▶ Task item
Print every record word for word.

▶ Data for processing
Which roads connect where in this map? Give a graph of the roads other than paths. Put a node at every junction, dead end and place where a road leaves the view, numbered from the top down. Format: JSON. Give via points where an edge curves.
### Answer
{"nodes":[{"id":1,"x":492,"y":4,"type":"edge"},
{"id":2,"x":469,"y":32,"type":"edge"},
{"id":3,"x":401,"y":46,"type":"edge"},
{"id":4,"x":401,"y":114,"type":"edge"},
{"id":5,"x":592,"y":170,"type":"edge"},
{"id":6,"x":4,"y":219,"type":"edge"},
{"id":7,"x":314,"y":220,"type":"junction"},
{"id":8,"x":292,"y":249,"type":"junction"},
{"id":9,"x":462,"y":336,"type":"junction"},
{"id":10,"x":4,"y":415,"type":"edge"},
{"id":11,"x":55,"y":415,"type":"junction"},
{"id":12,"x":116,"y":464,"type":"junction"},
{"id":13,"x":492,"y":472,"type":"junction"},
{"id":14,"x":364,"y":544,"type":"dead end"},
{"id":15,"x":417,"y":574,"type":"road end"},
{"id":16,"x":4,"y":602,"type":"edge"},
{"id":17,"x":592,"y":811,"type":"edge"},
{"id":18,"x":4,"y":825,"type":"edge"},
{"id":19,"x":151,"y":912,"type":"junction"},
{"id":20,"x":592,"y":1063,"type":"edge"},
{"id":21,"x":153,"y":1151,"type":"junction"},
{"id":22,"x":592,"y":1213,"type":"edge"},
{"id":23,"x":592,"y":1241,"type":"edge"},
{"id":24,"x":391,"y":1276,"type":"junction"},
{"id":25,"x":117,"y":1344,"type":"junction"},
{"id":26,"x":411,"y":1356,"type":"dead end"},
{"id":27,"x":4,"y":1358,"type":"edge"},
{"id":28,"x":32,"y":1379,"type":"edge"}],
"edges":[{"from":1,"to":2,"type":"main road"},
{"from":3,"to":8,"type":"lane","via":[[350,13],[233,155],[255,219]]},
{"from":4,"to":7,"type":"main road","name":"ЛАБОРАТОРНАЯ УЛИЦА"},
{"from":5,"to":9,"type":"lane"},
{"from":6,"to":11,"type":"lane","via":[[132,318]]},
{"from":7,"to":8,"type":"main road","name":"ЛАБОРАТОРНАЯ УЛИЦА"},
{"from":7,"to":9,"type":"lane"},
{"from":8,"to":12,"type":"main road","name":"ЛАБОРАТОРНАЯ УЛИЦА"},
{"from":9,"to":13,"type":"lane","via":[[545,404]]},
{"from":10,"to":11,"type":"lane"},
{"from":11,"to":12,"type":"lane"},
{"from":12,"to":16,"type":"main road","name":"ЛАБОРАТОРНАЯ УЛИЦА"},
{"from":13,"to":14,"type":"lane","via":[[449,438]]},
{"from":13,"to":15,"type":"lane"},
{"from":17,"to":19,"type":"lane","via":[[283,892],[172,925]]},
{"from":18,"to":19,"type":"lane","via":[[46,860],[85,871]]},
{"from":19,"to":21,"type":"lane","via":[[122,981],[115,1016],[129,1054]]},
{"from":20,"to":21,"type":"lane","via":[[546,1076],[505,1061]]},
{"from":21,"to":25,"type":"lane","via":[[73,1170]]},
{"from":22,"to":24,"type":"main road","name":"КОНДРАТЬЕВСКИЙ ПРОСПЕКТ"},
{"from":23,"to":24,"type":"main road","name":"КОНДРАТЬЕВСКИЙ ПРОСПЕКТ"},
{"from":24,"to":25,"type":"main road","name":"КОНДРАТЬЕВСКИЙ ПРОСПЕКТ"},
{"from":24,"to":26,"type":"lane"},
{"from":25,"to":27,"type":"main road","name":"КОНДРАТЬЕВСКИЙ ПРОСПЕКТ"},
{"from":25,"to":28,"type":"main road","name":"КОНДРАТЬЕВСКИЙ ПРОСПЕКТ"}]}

▶ Response box
Which roads connect where in this map? Give a graph of the roads other than paths. Put a node at every junction, dead end and place where a road leaves the view, numbered from the top down. Format: JSON. Give via points where an edge curves.
### Answer
{"nodes":[{"id":1,"x":492,"y":4,"type":"edge"},
{"id":2,"x":469,"y":32,"type":"edge"},
{"id":3,"x":401,"y":46,"type":"edge"},
{"id":4,"x":401,"y":114,"type":"edge"},
{"id":5,"x":592,"y":170,"type":"edge"},
{"id":6,"x":4,"y":219,"type":"edge"},
{"id":7,"x":314,"y":220,"type":"junction"},
{"id":8,"x":292,"y":249,"type":"junction"},
{"id":9,"x":462,"y":336,"type":"junction"},
{"id":10,"x":4,"y":415,"type":"edge"},
{"id":11,"x":55,"y":415,"type":"junction"},
{"id":12,"x":116,"y":464,"type":"junction"},
{"id":13,"x":492,"y":472,"type":"junction"},
{"id":14,"x":364,"y":544,"type":"dead end"},
{"id":15,"x":417,"y":574,"type":"road end"},
{"id":16,"x":4,"y":602,"type":"edge"},
{"id":17,"x":592,"y":811,"type":"edge"},
{"id":18,"x":4,"y":825,"type":"edge"},
{"id":19,"x":151,"y":912,"type":"junction"},
{"id":20,"x":592,"y":1063,"type":"edge"},
{"id":21,"x":153,"y":1151,"type":"junction"},
{"id":22,"x":592,"y":1213,"type":"edge"},
{"id":23,"x":592,"y":1241,"type":"edge"},
{"id":24,"x":391,"y":1276,"type":"junction"},
{"id":25,"x":117,"y":1344,"type":"junction"},
{"id":26,"x":411,"y":1356,"type":"dead end"},
{"id":27,"x":4,"y":1358,"type":"edge"},
{"id":28,"x":32,"y":1379,"type":"edge"}],
"edges":[{"from":1,"to":2,"type":"main road"},
{"from":3,"to":8,"type":"lane","via":[[350,13],[233,155],[255,219]]},
{"from":4,"to":7,"type":"main road","name":"ЛАБОРАТОРНАЯ УЛИЦА"},
{"from":5,"to":9,"type":"lane"},
{"from":6,"to":11,"type":"lane","via":[[132,318]]},
{"from":7,"to":8,"type":"main road","name":"ЛАБОРАТОРНАЯ УЛИЦА"},
{"from":7,"to":9,"type":"lane"},
{"from":8,"to":12,"type":"main road","name":"ЛАБОРАТОРНАЯ УЛИЦА"},
{"from":9,"to":13,"type":"lane","via":[[545,404]]},
{"from":10,"to":11,"type":"lane"},
{"from":11,"to":12,"type":"lane"},
{"from":12,"to":16,"type":"main road","name":"ЛАБОРАТОРНАЯ УЛИЦА"},
{"from":13,"to":14,"type":"lane","via":[[449,438]]},
{"from":13,"to":15,"type":"lane"},
{"from":17,"to":19,"type":"lane","via":[[283,892],[172,925]]},
{"from":18,"to":19,"type":"lane","via":[[46,860],[85,871]]},
{"from":19,"to":21,"type":"lane","via":[[122,981],[115,1016],[129,1054]]},
{"from":20,"to":21,"type":"lane","via":[[546,1076],[505,1061]]},
{"from":21,"to":25,"type":"lane","via":[[73,1170]]},
{"from":22,"to":24,"type":"main road","name":"КОНДРАТЬЕВСКИЙ ПРОСПЕКТ"},
{"from":23,"to":24,"type":"main road","name":"КОНДРАТЬЕВСКИЙ ПРОСПЕКТ"},
{"from":24,"to":25,"type":"main road","name":"КОНДРАТЬЕВСКИЙ ПРОСПЕКТ"},
{"from":24,"to":26,"type":"lane"},
{"from":25,"to":27,"type":"main road","name":"КОНДРАТЬЕВСКИЙ ПРОСПЕКТ"},
{"from":25,"to":28,"type":"main road","name":"КОНДРАТЬЕВСКИЙ ПРОСПЕКТ"}]}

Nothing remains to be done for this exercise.